It found that CPM improves time to permanency, which is defined by the U.S. Department of Health and Human Services as "a legal permanent family living arrangement, that is, reunification with the birth family, living with relatives/guardianship, or adoption."

CPM also brings high parental compliance and positive stakeholder perceptions, while improving judicial efficiency, according to the report.

"Our goal in child protection cases is always to establish safety and stability in a child's life," Michigan Supreme Court Chief Justice Bridget M. McCormack said in a statement. "Child protection mediation is a valuable and effective method to accomplish exactly that while also benefiting the family, the community, and the court."

The report was conducted by the Grand Valley State University College of Community & Public Service and School of Criminal Justice with input from the Michigan Supreme Court, regional mediation centers and courts.

CPM in Michigan

CPM has a history of about two decades in Michigan as pilot programs were first implemented throughout the state in 1998 as part of the federal government's Court Improvement Program, according to the report.

In 2018, amendments to Court Rules 2.410 and 2.411, along with the adoption of Rule 3.970, further reinforced the use of CPM in Michigan, the report stated, as they provide "explicit authority for judges to order mediation in child protection proceedings."

CPM can be used at every stage of child protection court proceedings in Michigan, but many cases are referred to CPM at the preliminary hearing. CPM can be used multiple times in a case to achieve permanency.

The report lists stakeholders who may be included in a typical CPM proceeding: parents, case workers from the Department of Health and Human Services, attorneys representing the children, attorneys representing the parents, a prosecutor, a mediator, a guardian ad litem, court-appointed special advocates, foster parents, other family members, and other child services workers.

"Key issues mediated at the preliminary hearing stage can include the wording of the petition, placement of the child(ren), guardianship, family contact plans, and visitation issues. If mediated at this stage, a dispositional hearing is held often on the same day that CPM is concluded," the report stated. "At the dispositional hearing, the service plan is reviewed, and an order of disposition is entered by the court, allowing parties to begin services immediately. If not done at the preliminary stage, CPM can be ordered by the court to resolve any subsequent issues that arise with the case. A plea is also typically entered as part of a combined adjudication/dispositional hearing."

Outcomes

The report states that "jurisdictions that utilize CPM achieve permanency faster, and more frequently, than comparison jurisdictions that do not utilize CPM."

It cited outcomes such as: permanency is achieved, on average, in 559 days with CPM compared with 619 days in non-CPM jurisdictions; during the 2-year study period, jurisdictions that used CPM were almost twice as likely to close a case compared with non-CPM courts; and the most common permanency outcome from CPM is reunification with parents (54.8%).

The report also shows that about 70% of CPM cases achieved full or partial agreement as most (about 63%) were mediated to full agreement while about 6% were mediated to partial agreement.
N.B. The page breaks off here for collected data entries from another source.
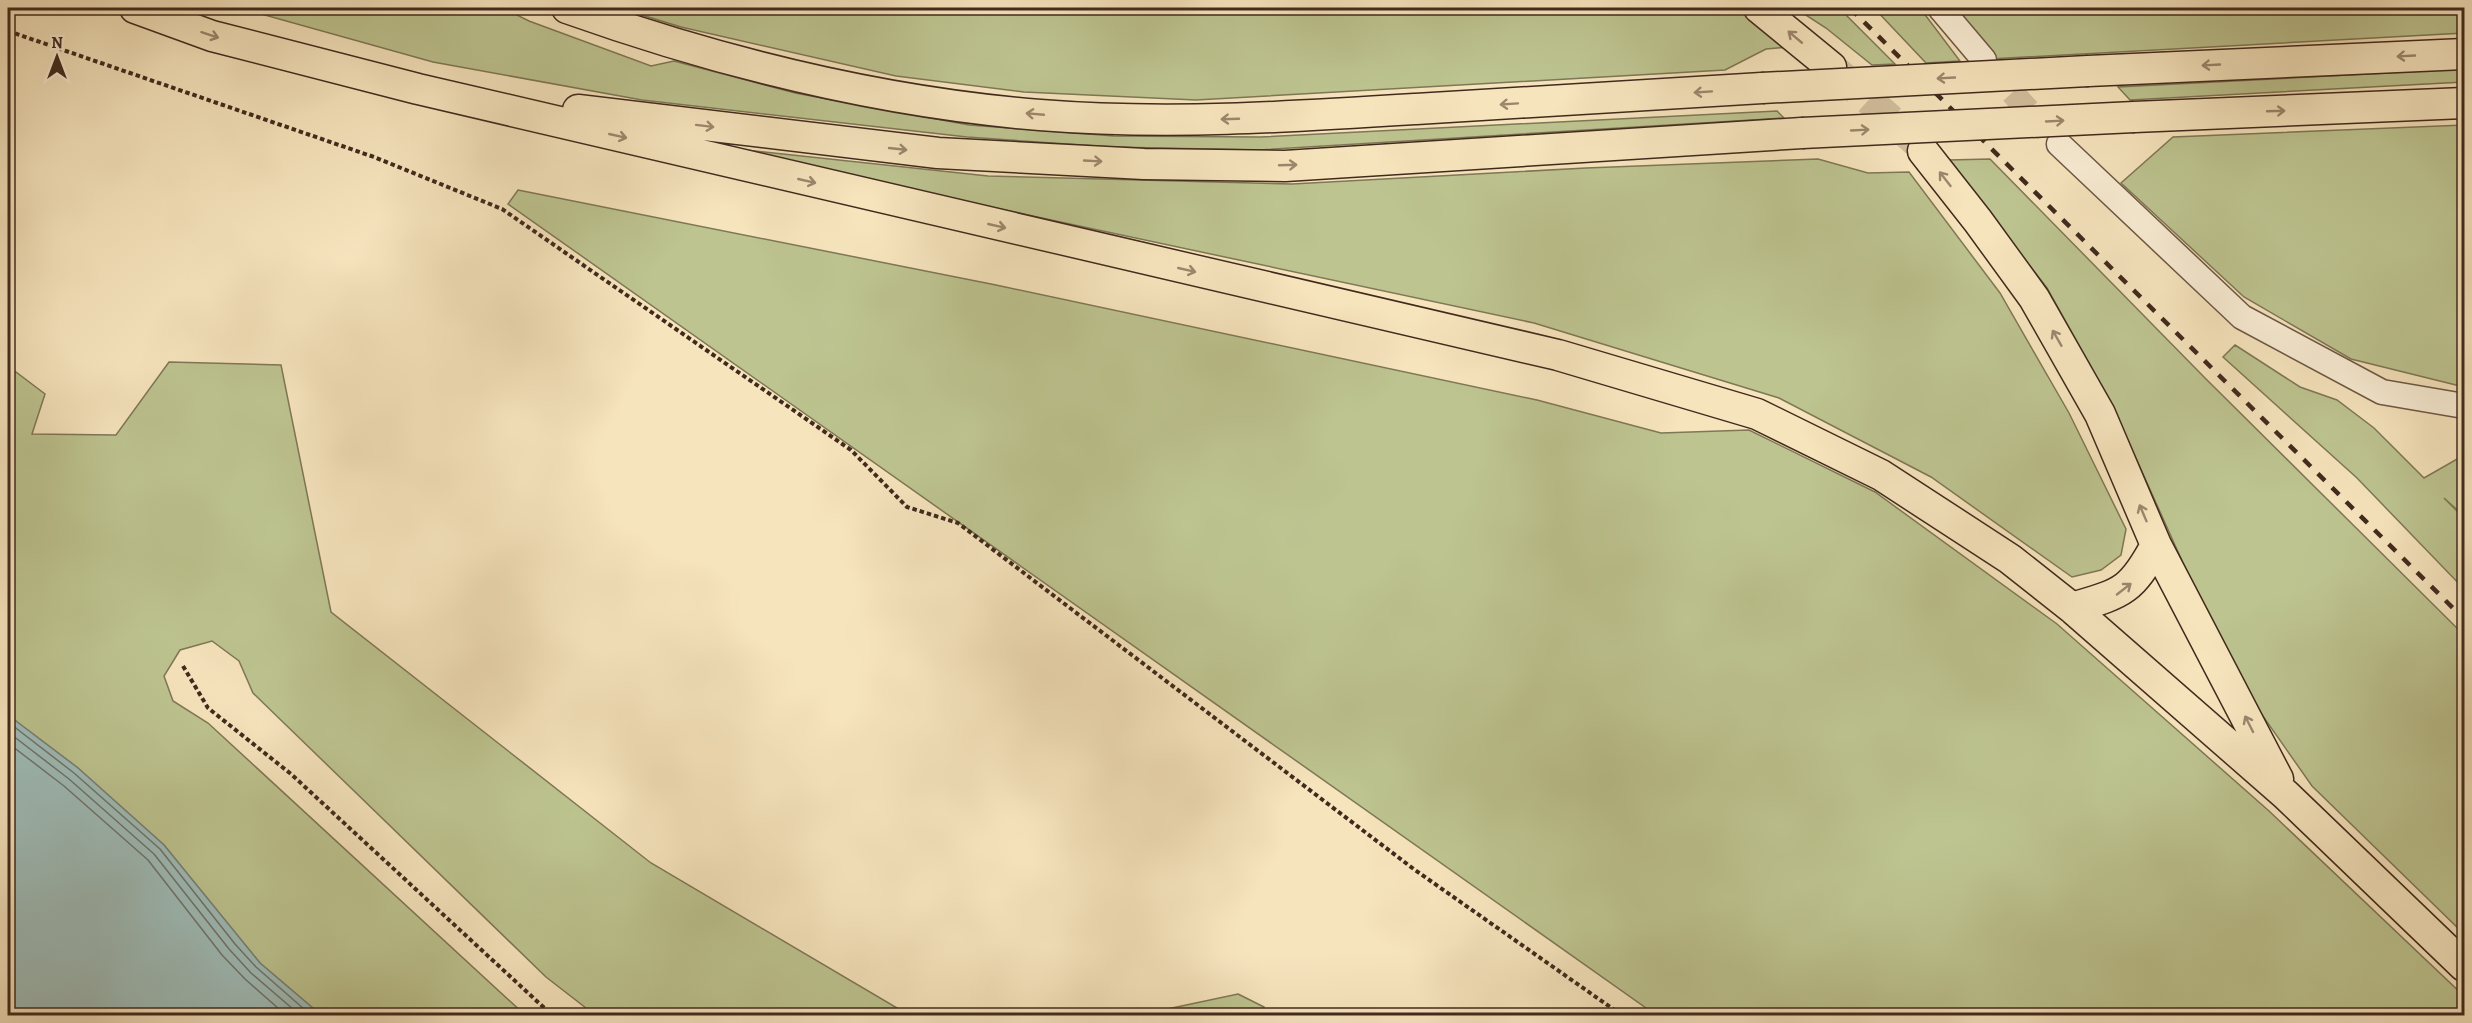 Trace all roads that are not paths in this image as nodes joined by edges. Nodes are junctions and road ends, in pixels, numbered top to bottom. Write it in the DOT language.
graph roads {
  1 [pos="135,8"];
  2 [pos="567,8"];
  3 [pos="1759,8"];
  4 [pos="1940,8"];
  5 [pos="2464,54"];
  6 [pos="1984,60"];
  7 [pos="1831,67"];
  8 [pos="418,89"];
  9 [pos="2464,103"];
  10 [pos="2059,144"];
  11 [pos="1923,151"];
  12 [pos="2464,406"];
  13 [pos="2156,545"];
  14 [pos="2072,608"];
  15 [pos="2286,795"];
  16 [pos="2464,966"];
  1 -- 8 [label="main road, one-way"];
  5 -- 2 [label="main road, one-way, bridge"];
  7 -- 3 [label="main road, one-way"];
  4 -- 6 [label="street"];
  8 -- 9 [label="main road, one-way, bridge"];
  8 -- 14 [label="main road, one-way"];
  10 -- 12 [label="street"];
  13 -- 11 [label="main road, one-way"];
  14 -- 13 [label="main road, one-way"];
  15 -- 13 [label="main road, one-way"];
  14 -- 15 [label="main road"];
  15 -- 16 [label="main road"];
}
In the majority of cases (73.3%), the court fully accepted the agreements reached in CPM.

Research shows that "parents who are more satisfied with the CPM process are subsequently more likely to comply with the outcomes," according to the report.

"This is because parents had the opportunity to be engaged and share their opinions about important issues."

Summary

"Overall, this evaluation suggests that the use of CPM has a number of important benefits in the State of Michigan," the report stated in its conclusion. "Most notably, it improves permanency outcomes.
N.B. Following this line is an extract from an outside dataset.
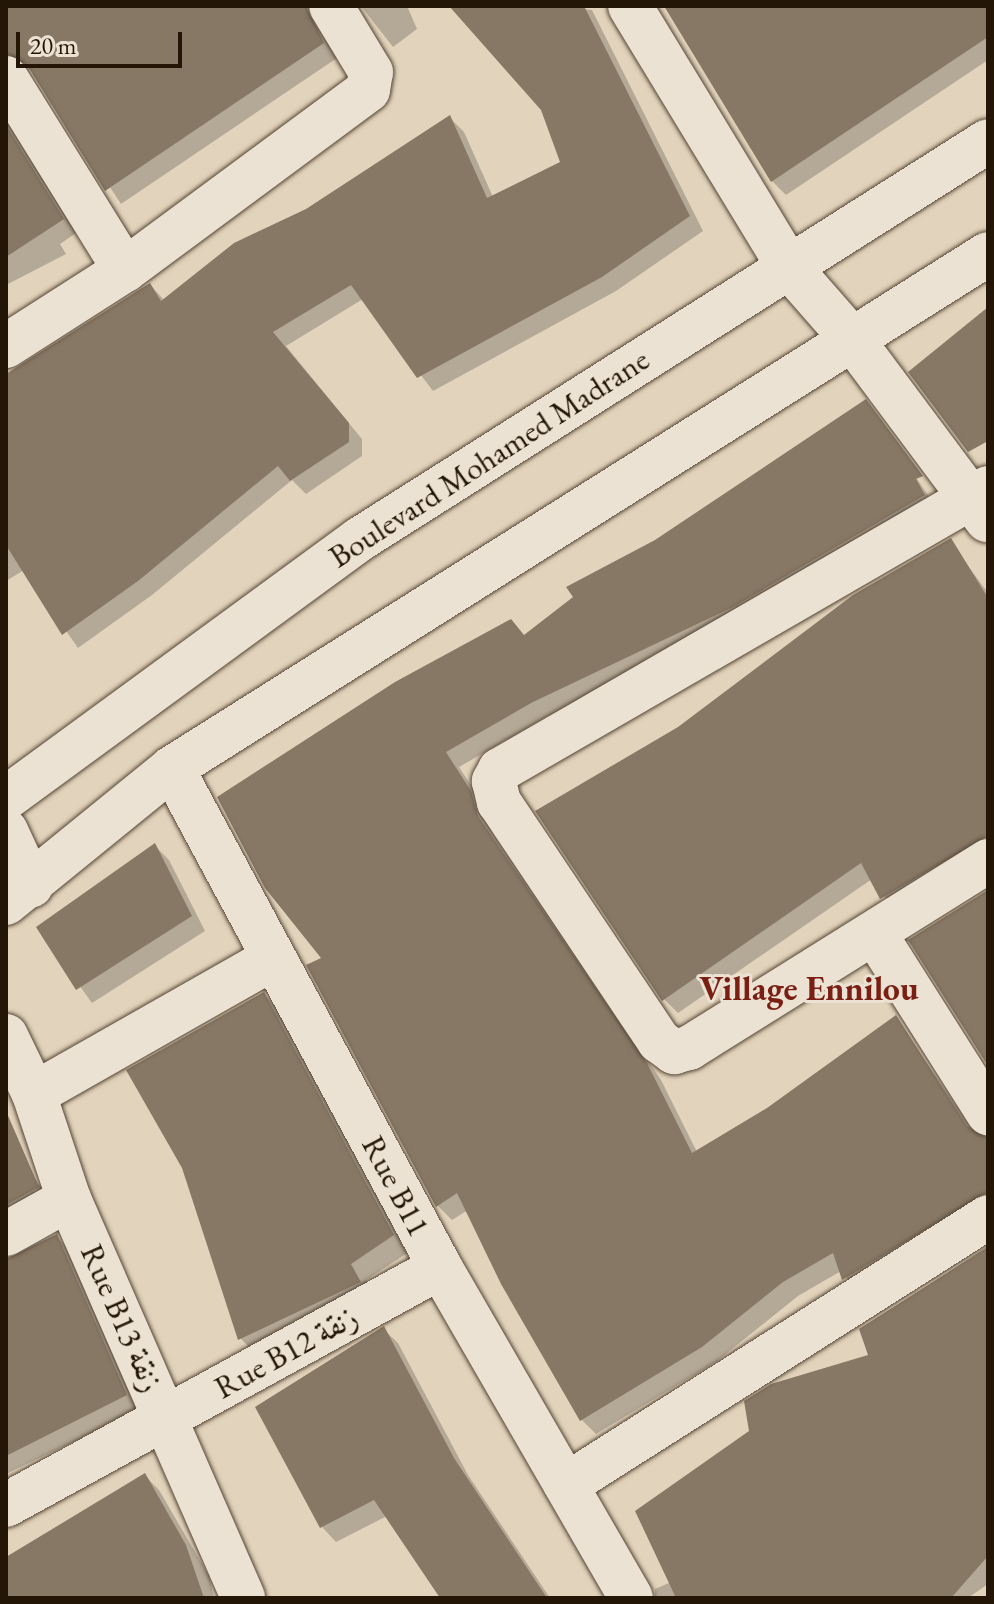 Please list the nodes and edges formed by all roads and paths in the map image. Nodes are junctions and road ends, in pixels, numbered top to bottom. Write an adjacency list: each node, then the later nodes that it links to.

"The most common type of permanency achieved in this state is reunification with the parents, followed by placement in long-term foster care."

CPM support is particularly strong among court professionals such as judges, prosecutors, attorneys representing families and children, and DHHS field workers, the report stated, adding that the findings also suggest that "working relationships amongst these individuals is typically improved through their participation in the mediation process."

"Support, however, is somewhat lower (though still positive) among respondent families. Furthermore, the state-wide comparison of satisfaction levels between CPM and non-CPM jurisdictions does suggest marginally higher satisfaction among citizens utilizing the courts in counties that utilize CPM," according to the report.

While the report states that most CPM participants are satisfied with both the process and outcomes, it warns that CPM is "certainly not a panacea for all child protective issues."

"CPM is not always appropriate in cases where respondent parents are facing serious criminal charges; in this context, they may be advised by their attorneys not to participate in CPM. Furthermore, parental compliance with mediation agreements, and associated service plans, may be limited in cases where families are facing serious substance abuse issues," according to the report. "Some stakeholders also expressed the opinion that post-adjudication CPM may be of limited value: CPM is likely a more appropriate 'tool' when used early in the child protection process."

If you would like to comment on this story, email Lee Dryden at ldryden@mi.lawyersweekly.com.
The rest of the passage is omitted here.